Exercise prompt. Starting with the line that contains "pinky pip: (399, 317)" and stopping after the line that contains "middle tip: (280, 311)", copy the entries below exactly. Include nothing else.

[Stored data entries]
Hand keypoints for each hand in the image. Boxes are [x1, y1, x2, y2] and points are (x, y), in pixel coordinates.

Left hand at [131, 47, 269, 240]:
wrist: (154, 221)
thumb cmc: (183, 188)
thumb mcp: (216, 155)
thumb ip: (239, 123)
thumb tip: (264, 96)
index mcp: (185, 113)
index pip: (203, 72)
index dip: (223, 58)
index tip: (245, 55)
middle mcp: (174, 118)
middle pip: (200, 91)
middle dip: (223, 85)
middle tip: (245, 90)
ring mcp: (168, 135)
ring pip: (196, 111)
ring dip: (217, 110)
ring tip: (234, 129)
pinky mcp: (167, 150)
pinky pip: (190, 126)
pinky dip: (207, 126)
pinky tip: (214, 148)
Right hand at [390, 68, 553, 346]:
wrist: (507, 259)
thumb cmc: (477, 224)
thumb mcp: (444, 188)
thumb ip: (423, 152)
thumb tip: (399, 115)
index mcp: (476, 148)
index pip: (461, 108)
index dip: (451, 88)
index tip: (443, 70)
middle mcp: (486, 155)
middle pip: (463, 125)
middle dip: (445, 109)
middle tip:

==

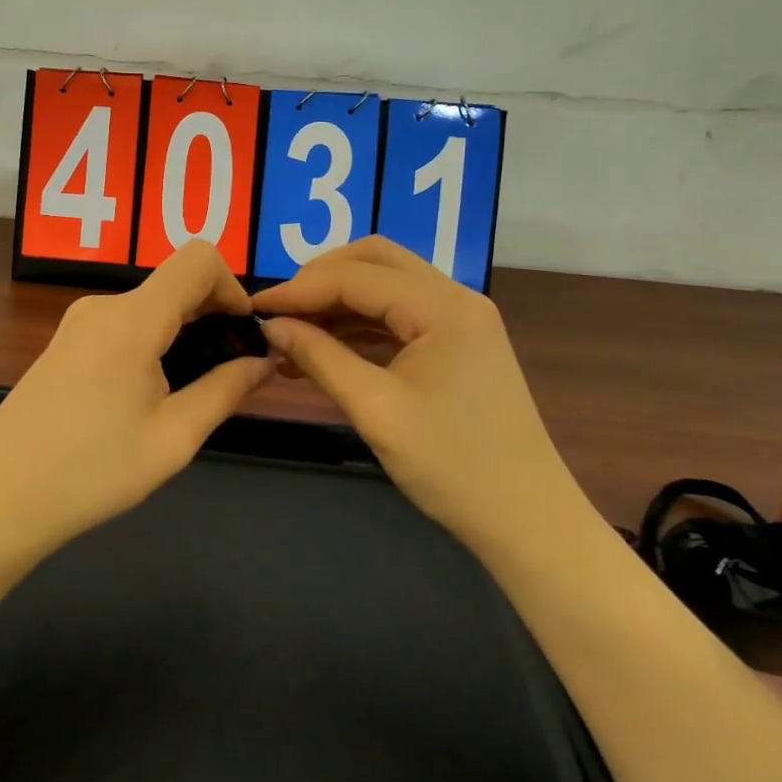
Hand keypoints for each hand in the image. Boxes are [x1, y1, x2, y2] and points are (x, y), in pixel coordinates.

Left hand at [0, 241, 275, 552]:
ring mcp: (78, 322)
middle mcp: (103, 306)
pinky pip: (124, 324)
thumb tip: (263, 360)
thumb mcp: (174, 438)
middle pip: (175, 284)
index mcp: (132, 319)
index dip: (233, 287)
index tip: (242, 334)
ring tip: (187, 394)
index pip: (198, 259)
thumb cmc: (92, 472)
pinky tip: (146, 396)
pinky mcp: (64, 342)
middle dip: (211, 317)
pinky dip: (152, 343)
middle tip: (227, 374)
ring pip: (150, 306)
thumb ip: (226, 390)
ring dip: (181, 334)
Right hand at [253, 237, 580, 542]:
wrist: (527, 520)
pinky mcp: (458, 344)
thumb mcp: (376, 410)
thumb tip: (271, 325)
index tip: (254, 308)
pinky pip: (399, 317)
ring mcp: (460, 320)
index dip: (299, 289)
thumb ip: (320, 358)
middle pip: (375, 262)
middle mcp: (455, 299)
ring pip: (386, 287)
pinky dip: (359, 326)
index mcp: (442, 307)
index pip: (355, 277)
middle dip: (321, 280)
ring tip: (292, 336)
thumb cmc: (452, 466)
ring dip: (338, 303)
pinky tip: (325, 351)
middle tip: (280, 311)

Exercise answer.
pinky pip: (399, 317)
ring mcp: (460, 320)
index dip: (299, 289)
thumb ip: (320, 358)
middle pip: (375, 262)
middle mcp: (455, 299)
ring pip: (386, 287)
pinky dip: (359, 326)
index mcp: (442, 307)
index pip: (355, 277)
middle dip: (321, 280)
ring tip: (292, 336)
thumb cmc: (452, 466)
ring dip: (338, 303)
pinky tip: (325, 351)
middle tip: (280, 311)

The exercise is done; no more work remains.